Reflexões sobre a vida moderna...


Durante minhas noites semanais passo quase duas horas dentro duma academia. Nos meus fins de semana ou eu vou a um show em outro município, leio algum livro ou dou conta de alguma coisa do meu serviço.
 A noite mateense é fraca, nada alternativa e cheia de gente velha que se acha adolescente, retardados que pararam no tempo. Raros os seres humanos da minha faixa etária com bom senso, gosto musical apurado ou intelecto refinado. Não tenho nada contra aos vegetais que estagnaram nos 16 anos, mas eu acho insuportáveis os mesmos discursos, as mesmas fofocas e preocupações fúteis.

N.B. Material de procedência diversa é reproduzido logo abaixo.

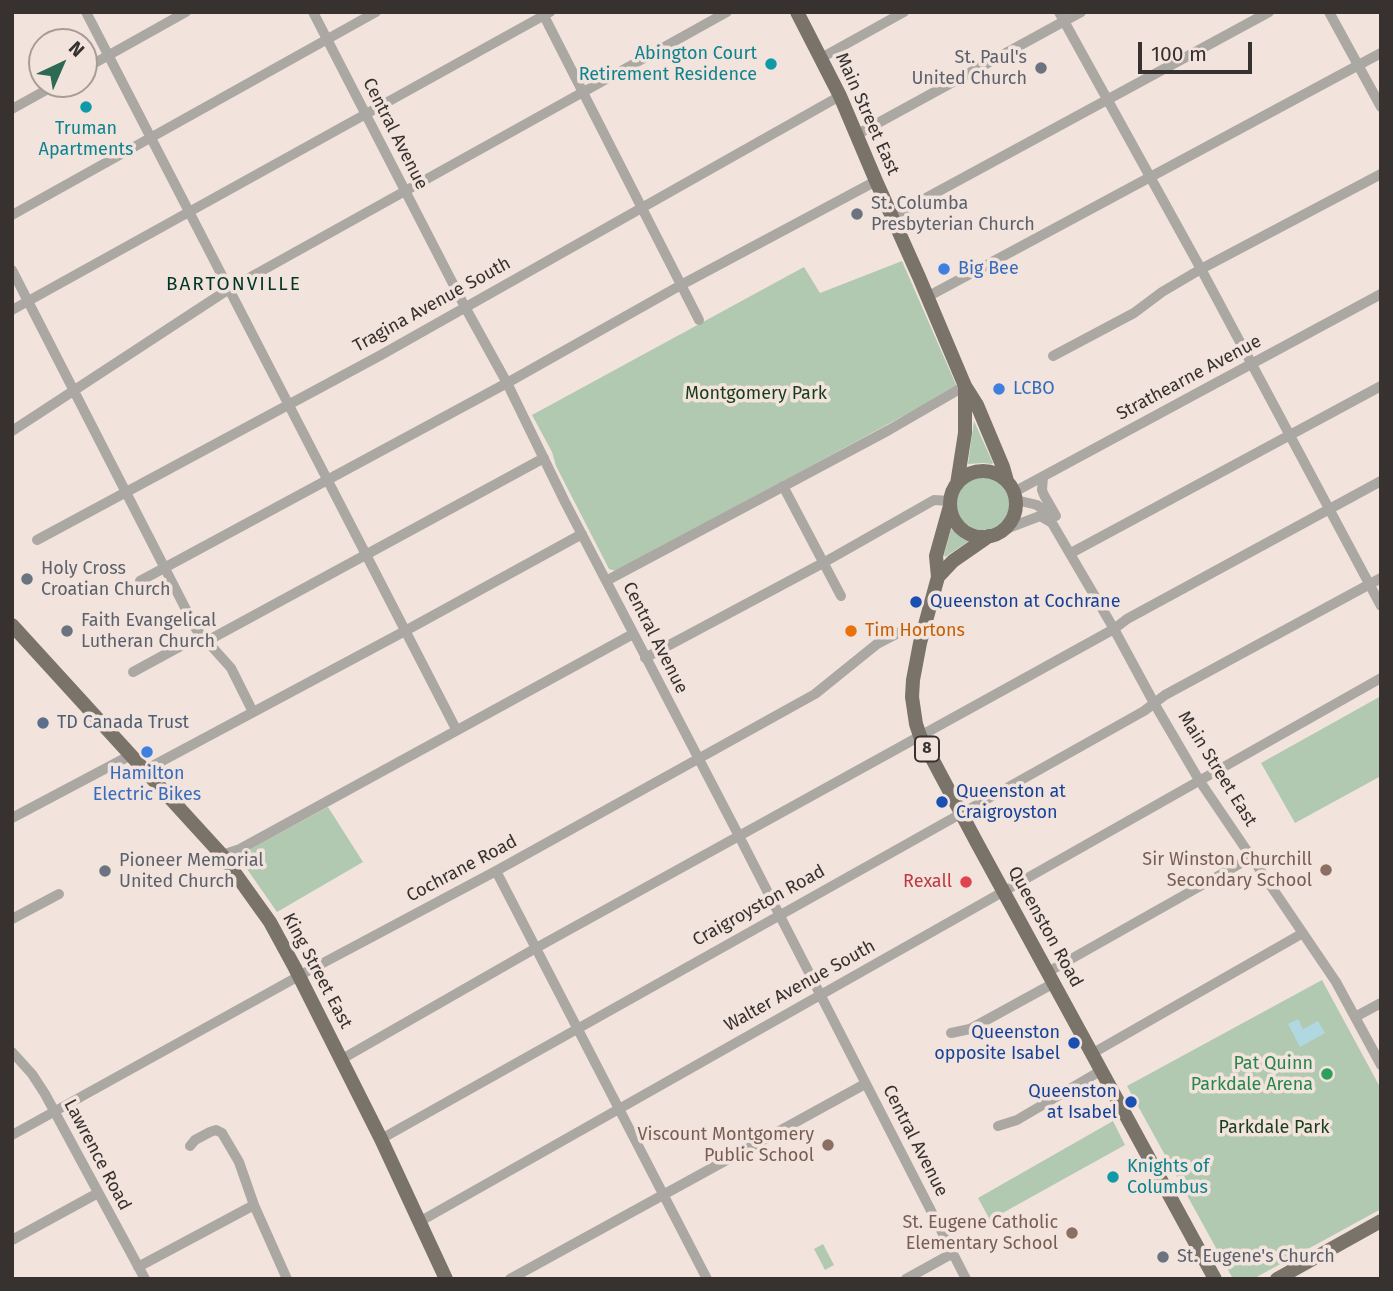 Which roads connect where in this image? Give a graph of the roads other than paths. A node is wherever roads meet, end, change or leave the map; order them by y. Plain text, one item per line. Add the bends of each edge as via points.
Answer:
1 (86, 12) edge
2 (186, 12) edge
3 (313, 12) edge
4 (376, 12) edge
5 (727, 12) edge
6 (797, 12) edge
7 (905, 12) edge
8 (1081, 12) edge
9 (1269, 12) edge
10 (1329, 12) edge
11 (546, 13) edge
12 (1062, 17) edge
13 (327, 40) junction
14 (1381, 53) edge
15 (109, 55) junction
16 (821, 58) junction
17 (98, 61) edge
18 (1359, 65) junction
19 (583, 91) junction
20 (840, 96) junction
21 (32, 98) edge
22 (1108, 100) junction
23 (1381, 107) edge
24 (12, 109) edge
25 (366, 114) junction
26 (856, 135) junction
27 (151, 138) junction
28 (1381, 174) edge
29 (1151, 178) junction
30 (876, 181) junction
31 (404, 191) junction
32 (642, 207) junction
33 (190, 212) junction
34 (12, 215) edge
35 (891, 217) junction
36 (12, 270) edge
37 (1201, 270) junction
38 (681, 285) junction
39 (229, 289) junction
40 (1381, 294) edge
41 (928, 297) junction
42 (28, 301) junction
43 (465, 307) junction
44 (12, 310) edge
45 (699, 320) dead end
46 (1054, 356) dead end
47 (1252, 364) junction
48 (507, 383) junction
49 (965, 386) junction
50 (1381, 386) edge
51 (74, 390) junction
52 (289, 404) junction
53 (12, 430) edge
54 (1290, 435) junction
55 (544, 458) junction
56 (1043, 477) junction
57 (327, 480) junction
58 (1381, 481) edge
59 (957, 484) junction
60 (783, 486) junction
61 (1012, 491) junction
62 (125, 492) junction
63 (950, 504) junction
64 (1329, 509) junction
65 (1055, 527) junction
66 (997, 533) junction
67 (582, 534) junction
68 (37, 540) dead end
69 (1071, 553) junction
70 (366, 555) junction
71 (822, 563) junction
72 (164, 568) junction
73 (938, 577) junction
74 (1381, 578) edge
75 (140, 581) dead end
76 (606, 582) junction
77 (1369, 584) junction
78 (841, 596) dead end
79 (1381, 606) edge
80 (12, 625) edge
81 (1114, 629) junction
82 (405, 631) junction
83 (633, 634) junction
84 (922, 635) junction
85 (204, 638) junction
86 (645, 658) junction
87 (133, 672) dead end
88 (1381, 678) edge
89 (1154, 703) junction
90 (253, 712) junction
91 (456, 729) junction
92 (920, 736) junction
93 (131, 755) junction
94 (698, 759) junction
95 (145, 770) junction
96 (1199, 780) junction
97 (961, 813) junction
98 (12, 818) edge
99 (739, 836) junction
100 (222, 856) junction
101 (1250, 858) junction
102 (496, 871) junction
103 (1003, 891) junction
104 (59, 894) dead end
105 (780, 915) junction
106 (12, 919) edge
107 (1303, 933) junction
108 (536, 948) junction
109 (299, 977) junction
110 (1051, 977) junction
111 (820, 995) junction
112 (1381, 1003) edge
113 (1355, 1017) junction
114 (577, 1029) junction
115 (951, 1033) dead end
116 (12, 1052) edge
117 (1093, 1053) junction
118 (342, 1059) junction
119 (1381, 1065) edge
120 (1102, 1070) junction
121 (865, 1084) junction
122 (619, 1108) junction
123 (54, 1112) junction
124 (998, 1126) dead end
125 (12, 1135) edge
126 (381, 1139) junction
127 (190, 1146) dead end
128 (98, 1193) junction
129 (664, 1195) junction
130 (254, 1205) junction
131 (419, 1222) junction
132 (1381, 1222) edge
133 (12, 1241) edge
134 (953, 1252) junction
135 (138, 1267) junction
136 (145, 1279) edge
137 (287, 1279) edge
138 (446, 1279) edge
139 (510, 1279) edge
140 (706, 1279) edge
141 (906, 1279) edge
142 (966, 1279) edge
143 (1215, 1279) edge
144 (1277, 1279) edge

1 - 15 street
2 - 15 street
3 - 13 street, Central Avenue
4 - 13 street
5 - 19 street
6 - 16 main road, Main Street East
7 - 16 street
8 - 12 street
9 - 22 street
10 - 18 street
11 - 19 street
11 - 25 street
12 - 22 street
12 - 26 street
13 - 25 street, Central Avenue
13 - 27 street
14 - 18 street
15 - 17 street
15 - 27 street
16 - 20 main road, Main Street East
18 - 23 street
18 - 29 street
19 - 31 street
19 - 32 street
20 - 26 main road, Main Street East
20 - 32 street, Tragina Avenue South
21 - 24 street
22 - 29 street
22 - 35 street
25 - 31 street, Central Avenue
25 - 33 street
26 - 30 main road, Main Street East
27 - 33 street
27 - 34 street
28 - 37 street
29 - 37 street
29 - 41 street
30 - 35 main road, Main Street East
30 - 38 street
31 - 39 street
31 - 43 street, Central Avenue
32 - 38 street
32 - 43 street, Tragina Avenue South
33 - 39 street
33 - 42 street
35 - 41 main road, Main Street East
36 - 42 street
37 - 46 street via 1135,313
37 - 47 street
38 - 45 street
38 - 48 street
39 - 51 street
39 - 52 street
40 - 47 street, Strathearne Avenue
41 - 49 main road, Main Street East
42 - 44 street
42 - 51 street
43 - 48 street, Central Avenue
43 - 52 street, Tragina Avenue South
47 - 54 street
47 - 56 street, Strathearne Avenue
48 - 55 street, Central Avenue
48 - 57 street
49 - 59 main road, Main Street East via 965,433
49 - 60 street
49 - 61 main road, Main Street East
50 - 54 street
51 - 53 street
51 - 62 street
52 - 57 street
52 - 62 street, Tragina Avenue South
54 - 64 street
54 - 69 street
55 - 67 street, Central Avenue
55 - 70 street
56 - 61 street, Strathearne Avenue
56 - 65 street via 1042,490 1055,514
57 - 70 street
57 - 72 street
58 - 64 street
59 - 61 main road via 965,476 992,472
59 - 63 main road
60 - 71 street
60 - 76 street
61 - 65 street, Main Street East via 1044,509
61 - 66 main road via 1013,517
62 - 68 street, Tragina Avenue South
62 - 72 street
63 - 66 main road via 954,520 968,533 982,537
63 - 71 street via 934,500
63 - 73 main road, Queenston Road / 8 via 936,556
64 - 77 street
64 - 81 street
65 - 66 street via 1040,516
65 - 69 street, Main Street East
66 - 73 main road, Queenston Road / 8 via 963,552
67 - 76 street, Central Avenue
67 - 82 street
69 - 81 street, Main Street East
70 - 82 street
70 - 85 street
71 - 78 street
71 - 86 street
72 - 75 street
72 - 85 street
73 - 84 main road, Queenston Road / 8
74 - 77 street, Craigroyston Road
76 - 83 street, Central Avenue
77 - 79 street
77 - 89 street, Craigroyston Road
80 - 93 main road, King Street East
81 - 89 street, Main Street East
81 - 92 street
82 - 90 street
82 - 91 street
83 - 86 street, Central Avenue
83 - 91 street
84 - 92 main road, Queenston Road / 8 via 912,697
84 - 94 street, Cochrane Road via 900,632 878,643 815,694
85 - 87 street
85 - 90 street via 231,668
86 - 94 street, Central Avenue
88 - 96 street, Walter Avenue South
89 - 96 street, Main Street East
89 - 97 street, Craigroyston Road
90 - 95 street
91 - 100 street
92 - 97 main road, Queenston Road / 8
92 - 99 street
93 - 95 main road, King Street East
93 - 98 street
94 - 99 street, Central Avenue
94 - 102 street, Cochrane Road
95 - 100 main road, King Street East
96 - 101 street, Main Street East
96 - 103 street, Walter Avenue South
97 - 103 main road, Queenston Road / 8
97 - 105 street, Craigroyston Road
99 - 105 street, Central Avenue
99 - 108 street
100 - 109 main road, King Street East via 270,922
101 - 107 street, Main Street East
101 - 110 street
102 - 108 street
102 - 109 street, Cochrane Road
103 - 110 main road, Queenston Road / 8
103 - 111 street, Walter Avenue South
104 - 106 street
105 - 111 street, Central Avenue
105 - 114 street, Craigroyston Road
107 - 113 street, Main Street East
107 - 117 street
108 - 114 street
108 - 118 street
109 - 118 main road, King Street East
109 - 123 street, Cochrane Road
110 - 115 street via 970,1029
110 - 117 main road, Queenston Road / 8
111 - 121 street, Central Avenue
111 - 122 street, Walter Avenue South
112 - 113 street
113 - 119 street, Main Street East
114 - 122 street
114 - 126 street, Craigroyston Road
116 - 123 street, Lawrence Road via 32,1074
117 - 120 main road, Queenston Road / 8
118 - 126 main road, King Street East
120 - 124 street via 1017,1120
120 - 143 main road, Queenston Road / 8
121 - 129 street
121 - 134 street, Central Avenue
122 - 129 street
122 - 131 street, Walter Avenue South
123 - 125 street, Cochrane Road
123 - 128 street, Lawrence Road
126 - 131 main road, King Street East
127 - 130 street via 210,1132 222,1133 239,1162
128 - 133 street
128 - 135 street, Lawrence Road
129 - 139 street
129 - 140 street
130 - 135 street
130 - 137 street
131 - 138 main road, King Street East
132 - 144 main road
134 - 141 street
134 - 142 street, Central Avenue
135 - 136 street, Lawrence Road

 Eu não saio de casa pra marcar bobeira. Eu não danço swingueira, arrocha, funk ou qualquer diabo desses, também não consigo digerir os hits pops que os "alternativos" daqui, os jovens velhos classudos, gostam. E o léxico linguístico usadas dessa gente é sem noção. Eu não vou perder o meu time com gente que acha que tem problema, mas no final do mês banca as futilidades com o dinheirinho do papai e da mamãe.
 Okay, gente, eu me tornei um tio velho! E sério, o problema não é com esses retardados – pessoal de 2009 que faz questão de perdurar a mesma problemática – o DEFEITO É MEU! Sério, eu pensei em me trancar, ler e escrever que nem louco... Já que eu não gosto de cinema, comida japonesa ou pub. Mas sair pra curtir um som em outro canto, bater cabeça com galera undergroud bem diferente do meu mundo tem sido uma saída. Pois, os meus "amigos de infância" ou casaram, ou engordaram, ou tiveram filho. Coisas que eu não quero pra minha vida, infelizmente, esses ficarão guardados do lado direto do peito... 

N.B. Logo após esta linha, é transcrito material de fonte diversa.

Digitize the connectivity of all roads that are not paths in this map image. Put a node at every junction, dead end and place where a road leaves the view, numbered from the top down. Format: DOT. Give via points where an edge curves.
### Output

Paquerar por aqui? Nem pensar! A galera de 40 anos ficou mais porra-louca que eu e sem juízo nenhum. Posso ser antagônico, radical e extremista! Porém, não sou um desesperado. Sou autista por opção e acho lindo. Essa galera solteira daqui é muito desinteressante. 
Patricinhas, playboys e “rocks” sertanejos estão fora de cogitação... Assim como amores eternos provindos de olhares de gente que eu nem conheço. Sobre o único lugar que toca MPB por essas bandas, eu já sei o repertório de cor e salteado... Está mais fácil eu pedir um misto quente e encher minha barriguinha assistindo a um filme. Eu queria um lugar alternativo, trash e com gente bizarra; contudo, as pessoas aqui querem ser bonitas e falar errado. Pra mim não dá... Não que eu seja melhor que ninguém, eu já disse que sou o defeituoso da história. E eu faço questão de sustentar minhas peculiaridades.

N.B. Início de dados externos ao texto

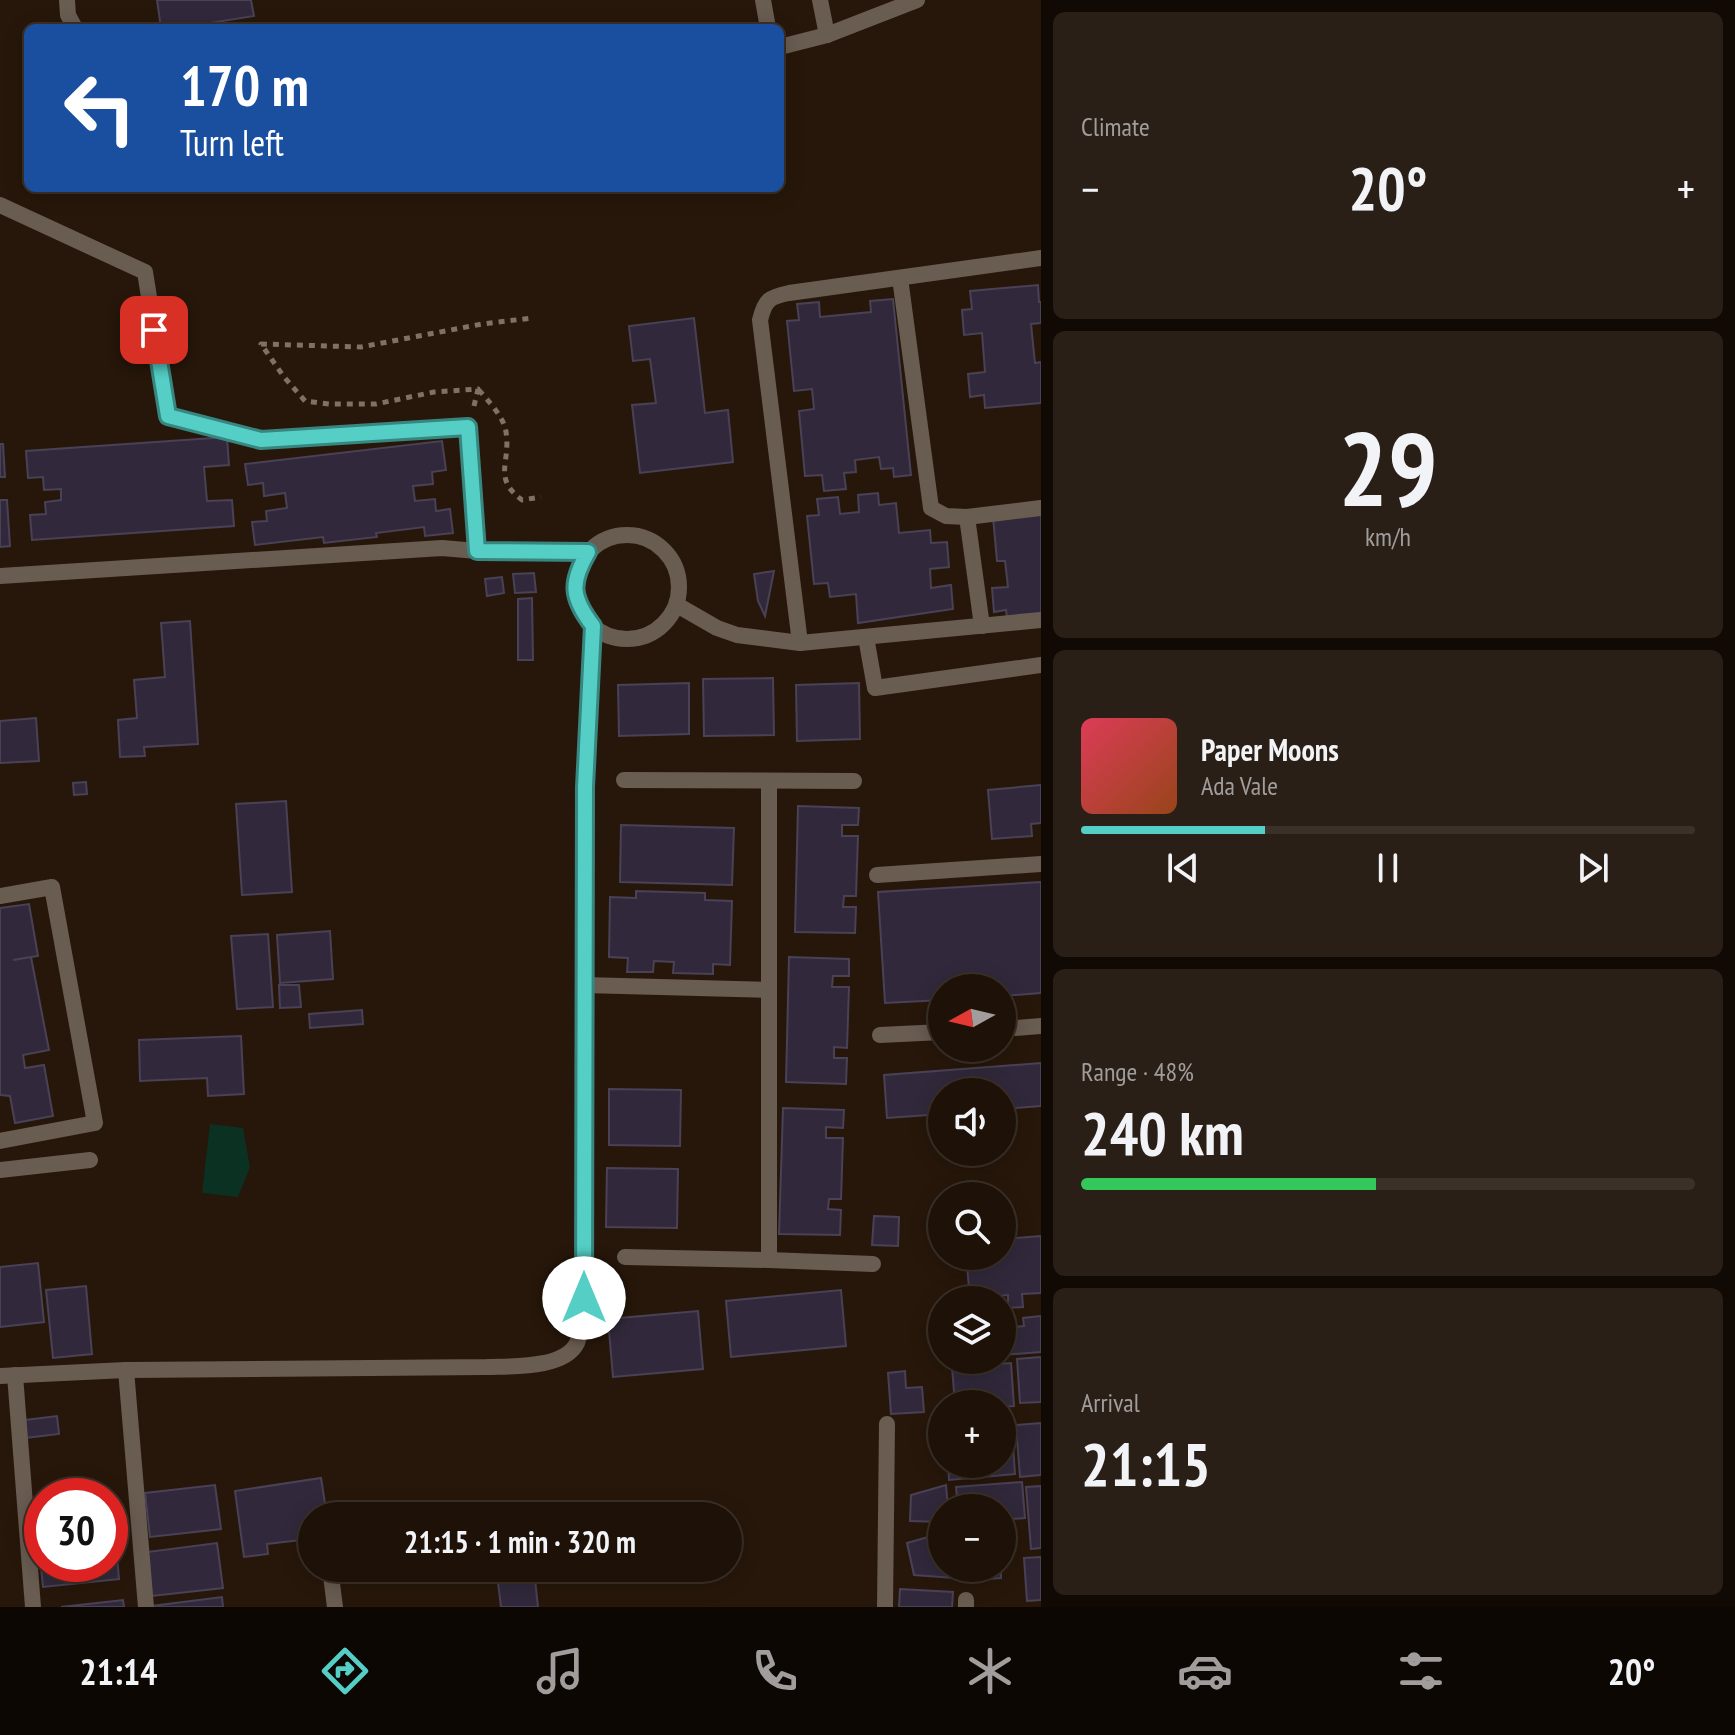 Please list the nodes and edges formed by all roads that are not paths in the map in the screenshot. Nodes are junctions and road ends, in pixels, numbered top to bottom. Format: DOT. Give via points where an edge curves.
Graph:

 Eu gosto de ir à praia, mas quem poderia ir à praia comigo, prefere ficar aqui no mar de gente do Facebook; vigiando a vida alheia. Grande Mãe, Sangue do Cordeiro, Jah... Onde tem gente interessante aqui? Ou eu sou desinteressante de forma demasiada? Ou eu tô ficando chato pra caramba, ou todo mundo virou vegetal atrás de tablets, iPhones, smartphones, celulares e computadores... Eu não vejo um ser vivo lendo um livro no ônibus, nenhuma revistinha do João Bidu... 
Parei no tempo ou quero voltar no tempo? Eis a minha incessante reflexão. Talvez eu precise casar, né?! Mas casamentos nunca estiveram nos meus planos, num contexto efêmero desse então... E essas redes sociais sem noção? Ou é gente meio vestida, meio nua para todo lado; ou gente ostentando comida... E ainda existem aqueles que parecem estar em 2006, quando fazem biquinho que era o hit do verão daquele tempo... Sem falar na massa politizada que discute sobre a redução da maioridade penal, o governo PT, (trans) sexualidade, Cristiano Araújo que partiu dessa para melhor (ou pior, não sei e nem quero saber)...
 No entanto, essa esmagadora maioria só fala bonito no status do Facebook... Porque quando passam pela gente, não presta nem para dar um "oi" descente e sustentar um diálogo. A realidade: pessoas interessantes de verdade não existem mais. Ou aquilo que deveria ser interessante ficou chato demais.